*** Opening Extracted records ***
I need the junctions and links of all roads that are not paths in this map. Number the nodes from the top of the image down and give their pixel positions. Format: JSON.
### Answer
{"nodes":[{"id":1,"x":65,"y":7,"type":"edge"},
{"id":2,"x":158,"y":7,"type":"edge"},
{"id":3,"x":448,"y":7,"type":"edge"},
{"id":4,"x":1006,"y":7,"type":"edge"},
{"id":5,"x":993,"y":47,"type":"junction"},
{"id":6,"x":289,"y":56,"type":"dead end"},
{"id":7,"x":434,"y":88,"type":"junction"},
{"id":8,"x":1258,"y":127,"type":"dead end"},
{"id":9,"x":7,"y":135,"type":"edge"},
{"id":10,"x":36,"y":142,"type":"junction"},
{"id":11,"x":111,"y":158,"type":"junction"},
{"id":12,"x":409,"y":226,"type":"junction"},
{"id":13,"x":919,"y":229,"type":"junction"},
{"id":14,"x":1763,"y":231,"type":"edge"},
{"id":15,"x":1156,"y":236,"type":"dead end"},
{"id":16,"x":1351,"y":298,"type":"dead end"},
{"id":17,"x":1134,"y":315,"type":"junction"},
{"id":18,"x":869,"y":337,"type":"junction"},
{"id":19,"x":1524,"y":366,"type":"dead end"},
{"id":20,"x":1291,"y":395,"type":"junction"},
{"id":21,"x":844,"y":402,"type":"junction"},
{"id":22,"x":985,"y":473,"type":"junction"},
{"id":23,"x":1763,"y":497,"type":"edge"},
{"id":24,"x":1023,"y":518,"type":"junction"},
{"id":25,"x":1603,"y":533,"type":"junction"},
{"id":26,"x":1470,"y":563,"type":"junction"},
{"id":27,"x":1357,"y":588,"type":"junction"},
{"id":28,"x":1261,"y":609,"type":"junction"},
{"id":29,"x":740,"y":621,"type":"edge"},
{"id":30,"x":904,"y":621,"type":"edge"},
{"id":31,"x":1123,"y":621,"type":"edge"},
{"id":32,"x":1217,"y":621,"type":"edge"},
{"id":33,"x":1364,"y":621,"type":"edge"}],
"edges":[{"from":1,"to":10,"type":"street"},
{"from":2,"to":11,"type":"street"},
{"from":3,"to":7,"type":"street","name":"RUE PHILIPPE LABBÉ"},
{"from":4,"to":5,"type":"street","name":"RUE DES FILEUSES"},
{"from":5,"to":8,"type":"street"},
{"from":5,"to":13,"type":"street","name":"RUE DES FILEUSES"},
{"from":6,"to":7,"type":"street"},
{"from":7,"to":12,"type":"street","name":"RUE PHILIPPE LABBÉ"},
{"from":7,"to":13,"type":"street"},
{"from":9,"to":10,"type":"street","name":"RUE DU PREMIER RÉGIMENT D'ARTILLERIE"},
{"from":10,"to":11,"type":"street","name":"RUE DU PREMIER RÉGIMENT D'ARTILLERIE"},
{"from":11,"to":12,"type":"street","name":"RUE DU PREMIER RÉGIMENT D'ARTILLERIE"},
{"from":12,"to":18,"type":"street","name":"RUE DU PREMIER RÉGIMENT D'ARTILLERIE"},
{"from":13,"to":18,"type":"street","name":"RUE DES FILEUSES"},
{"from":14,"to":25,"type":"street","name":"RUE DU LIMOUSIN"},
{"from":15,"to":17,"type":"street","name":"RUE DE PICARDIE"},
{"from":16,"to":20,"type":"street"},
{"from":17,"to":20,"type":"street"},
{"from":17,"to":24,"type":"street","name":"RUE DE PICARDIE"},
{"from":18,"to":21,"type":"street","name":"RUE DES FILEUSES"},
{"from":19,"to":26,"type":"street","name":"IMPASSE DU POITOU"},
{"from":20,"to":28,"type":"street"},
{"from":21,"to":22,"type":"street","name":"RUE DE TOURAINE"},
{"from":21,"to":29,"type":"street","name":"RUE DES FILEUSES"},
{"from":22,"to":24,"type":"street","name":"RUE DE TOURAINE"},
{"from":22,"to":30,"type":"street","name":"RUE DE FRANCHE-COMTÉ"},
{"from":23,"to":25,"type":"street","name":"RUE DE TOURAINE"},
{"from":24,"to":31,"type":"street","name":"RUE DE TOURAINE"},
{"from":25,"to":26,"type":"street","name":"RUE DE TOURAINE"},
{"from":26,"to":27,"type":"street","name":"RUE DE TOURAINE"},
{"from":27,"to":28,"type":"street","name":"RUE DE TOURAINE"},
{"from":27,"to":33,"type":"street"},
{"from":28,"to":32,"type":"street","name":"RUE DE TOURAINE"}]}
*** Closing Extracted records ***
§ **About this task**:
The records shown earlier should all be returned verbatim.

§ **Task response**:
I need the junctions and links of all roads that are not paths in this map. Number the nodes from the top of the image down and give their pixel positions. Format: JSON.
### Answer
{"nodes":[{"id":1,"x":65,"y":7,"type":"edge"},
{"id":2,"x":158,"y":7,"type":"edge"},
{"id":3,"x":448,"y":7,"type":"edge"},
{"id":4,"x":1006,"y":7,"type":"edge"},
{"id":5,"x":993,"y":47,"type":"junction"},
{"id":6,"x":289,"y":56,"type":"dead end"},
{"id":7,"x":434,"y":88,"type":"junction"},
{"id":8,"x":1258,"y":127,"type":"dead end"},
{"id":9,"x":7,"y":135,"type":"edge"},
{"id":10,"x":36,"y":142,"type":"junction"},
{"id":11,"x":111,"y":158,"type":"junction"},
{"id":12,"x":409,"y":226,"type":"junction"},
{"id":13,"x":919,"y":229,"type":"junction"},
{"id":14,"x":1763,"y":231,"type":"edge"},
{"id":15,"x":1156,"y":236,"type":"dead end"},
{"id":16,"x":1351,"y":298,"type":"dead end"},
{"id":17,"x":1134,"y":315,"type":"junction"},
{"id":18,"x":869,"y":337,"type":"junction"},
{"id":19,"x":1524,"y":366,"type":"dead end"},
{"id":20,"x":1291,"y":395,"type":"junction"},
{"id":21,"x":844,"y":402,"type":"junction"},
{"id":22,"x":985,"y":473,"type":"junction"},
{"id":23,"x":1763,"y":497,"type":"edge"},
{"id":24,"x":1023,"y":518,"type":"junction"},
{"id":25,"x":1603,"y":533,"type":"junction"},
{"id":26,"x":1470,"y":563,"type":"junction"},
{"id":27,"x":1357,"y":588,"type":"junction"},
{"id":28,"x":1261,"y":609,"type":"junction"},
{"id":29,"x":740,"y":621,"type":"edge"},
{"id":30,"x":904,"y":621,"type":"edge"},
{"id":31,"x":1123,"y":621,"type":"edge"},
{"id":32,"x":1217,"y":621,"type":"edge"},
{"id":33,"x":1364,"y":621,"type":"edge"}],
"edges":[{"from":1,"to":10,"type":"street"},
{"from":2,"to":11,"type":"street"},
{"from":3,"to":7,"type":"street","name":"RUE PHILIPPE LABBÉ"},
{"from":4,"to":5,"type":"street","name":"RUE DES FILEUSES"},
{"from":5,"to":8,"type":"street"},
{"from":5,"to":13,"type":"street","name":"RUE DES FILEUSES"},
{"from":6,"to":7,"type":"street"},
{"from":7,"to":12,"type":"street","name":"RUE PHILIPPE LABBÉ"},
{"from":7,"to":13,"type":"street"},
{"from":9,"to":10,"type":"street","name":"RUE DU PREMIER RÉGIMENT D'ARTILLERIE"},
{"from":10,"to":11,"type":"street","name":"RUE DU PREMIER RÉGIMENT D'ARTILLERIE"},
{"from":11,"to":12,"type":"street","name":"RUE DU PREMIER RÉGIMENT D'ARTILLERIE"},
{"from":12,"to":18,"type":"street","name":"RUE DU PREMIER RÉGIMENT D'ARTILLERIE"},
{"from":13,"to":18,"type":"street","name":"RUE DES FILEUSES"},
{"from":14,"to":25,"type":"street","name":"RUE DU LIMOUSIN"},
{"from":15,"to":17,"type":"street","name":"RUE DE PICARDIE"},
{"from":16,"to":20,"type":"street"},
{"from":17,"to":20,"type":"street"},
{"from":17,"to":24,"type":"street","name":"RUE DE PICARDIE"},
{"from":18,"to":21,"type":"street","name":"RUE DES FILEUSES"},
{"from":19,"to":26,"type":"street","name":"IMPASSE DU POITOU"},
{"from":20,"to":28,"type":"street"},
{"from":21,"to":22,"type":"street","name":"RUE DE TOURAINE"},
{"from":21,"to":29,"type":"street","name":"RUE DES FILEUSES"},
{"from":22,"to":24,"type":"street","name":"RUE DE TOURAINE"},
{"from":22,"to":30,"type":"street","name":"RUE DE FRANCHE-COMTÉ"},
{"from":23,"to":25,"type":"street","name":"RUE DE TOURAINE"},
{"from":24,"to":31,"type":"street","name":"RUE DE TOURAINE"},
{"from":25,"to":26,"type":"street","name":"RUE DE TOURAINE"},
{"from":26,"to":27,"type":"street","name":"RUE DE TOURAINE"},
{"from":27,"to":28,"type":"street","name":"RUE DE TOURAINE"},
{"from":27,"to":33,"type":"street"},
{"from":28,"to":32,"type":"street","name":"RUE DE TOURAINE"}]}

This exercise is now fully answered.